The problem, the *real* problem, is that it is theoretically impossible to have a topically limited and consistent patent and copyright policy (they suffer from similar ailments). Many, many years ago there was a functional practical distinction, but technology has evolved such that the legal distinctions have become very ambiguous in real-world practice as it converges on theory. As long as this issue is not addressed, similar problems will continue to crop up. This might be an argument for the elimination of patents and copyrights altogether. (It is worth noting that most arguments against "software patents" are not credible on the basis that they are derived from the same theoretically invalid assumptions that left us with the current mess.)

It is not unique to intellectual property either. There are vast swaths of law and jurisprudence that are premised on demonstrably false assertions, the consequences of which were ignorable for most of history but which are emerging as increasingly prominent now. It does not even have to do with technology per se; consider how broken the assumptions of riparian water rights are in the English common law, and the mess that has made in the eastern United States.

We will maintain fictions in legal institutions for a long time insofar as they have utility, but some will have to be cast aside against precedent in the face of reality. In the case of the discussion of software patents, many technology policy people are actually suggesting compounding the existing fictions with new fictions, which will ultimately just make the problem worse.

on Tuesday, March 4th, anonymous said

"Let me mention one company that gets it right: Microsoft. When you dig up direct statements from Steve Ballmer or Bill Gates, you find that they frame the whole patent thing entirely in terms of a game that businesses have to play. There's no claim (that I've seen) that the game makes for a better world, or ethical claims about Microsoft owning or deserving anything."

Doh. That's because Microsoft doesn't invent.

on Thursday, March 6th, Michael Martin said

Your history is a little bit blurry here.

Jefferson was not at the constitutional convention, and thus was not involved with any discussions on the patent and copyright clause. Madison is probably the one responsible for the actual language, although some (including Pinckney himself) argue that Charles Pinckney was the author. In truth, South Carolina did have a patent system in place earlier than any other state.
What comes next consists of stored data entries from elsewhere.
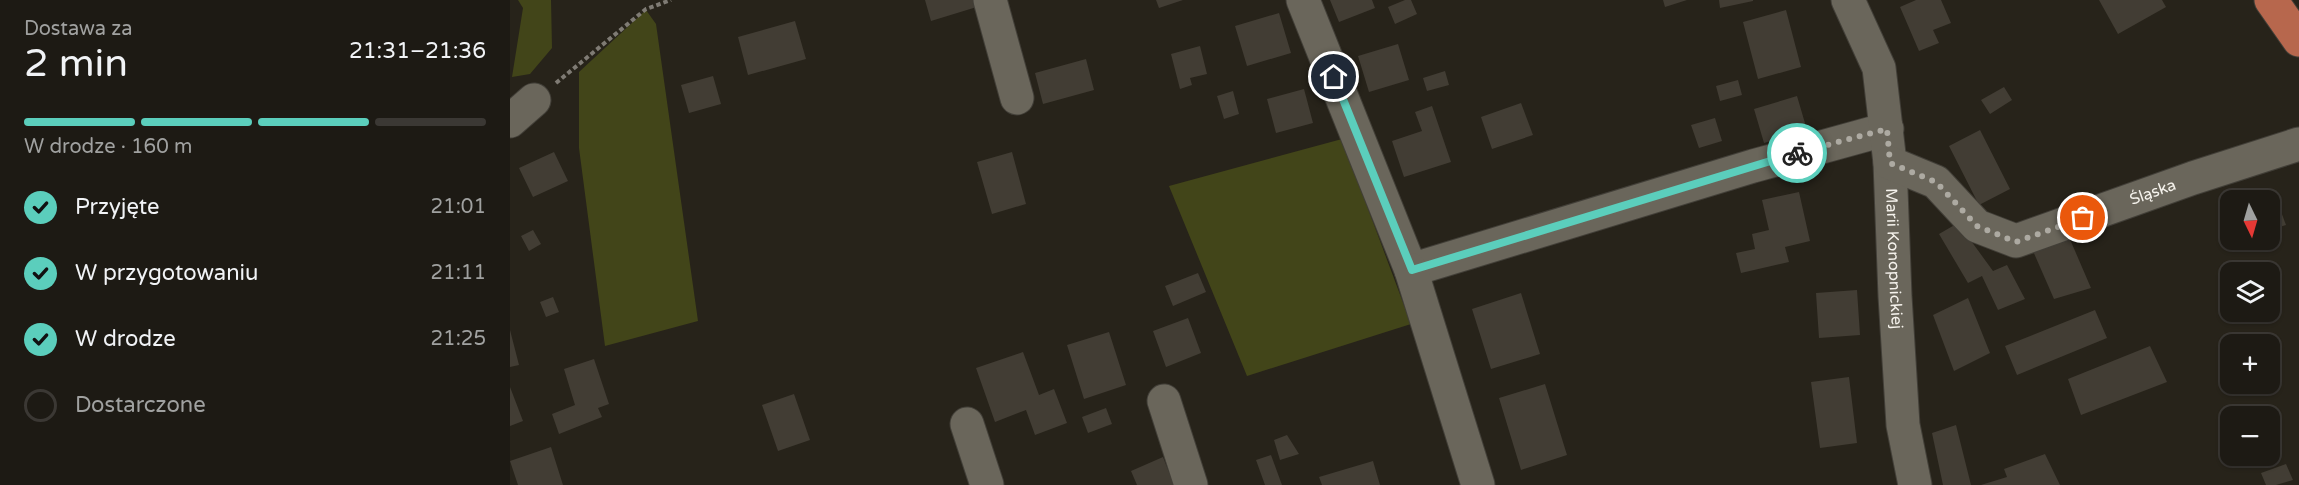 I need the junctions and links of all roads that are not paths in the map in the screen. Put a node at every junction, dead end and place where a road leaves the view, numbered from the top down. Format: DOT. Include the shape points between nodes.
graph roads {
  1 [pos="990,0"];
  2 [pos="1303,0"];
  3 [pos="1848,0"];
  4 [pos="2271,0"];
  5 [pos="2299,40"];
  6 [pos="1017,98"];
  7 [pos="1887,129"];
  8 [pos="2299,144"];
  9 [pos="1890,163"];
  10 [pos="1412,270"];
  11 [pos="1164,400"];
  12 [pos="967,424"];
  13 [pos="987,485"];
  14 [pos="1191,485"];
  15 [pos="1478,485"];
  16 [pos="1915,485"];
  1 -- 6 [label="street"];
  2 -- 10 [label="street"];
  3 -- 7 [label="street" via="1880,68"];
  4 -- 5 [label="main road"];
  7 -- 9 [label="street, Marii Konopnickiej"];
  7 -- 10 [label="street"];
  8 -- 9 [label="street, Śląska" via="2016,242 1977,226 1936,182"];
  9 -- 16 [label="street, Marii Konopnickiej" via="1903,425"];
  10 -- 15 [label="street"];
  11 -- 14 [label="street"];
  12 -- 13 [label="street"];
}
Another problem for this analysis is that Jefferson effectively created the interference proceeding in deciding the dispute between the steamboat inventors the way he did. If he didn't believe in moral rights, then it's odd that he would have done that.

In fact, I believe it's not too controversial that Madison was more of a utilitarian than Jefferson. To the extent that Madison showed moral leanings it was probably due partly to Jefferson's influence.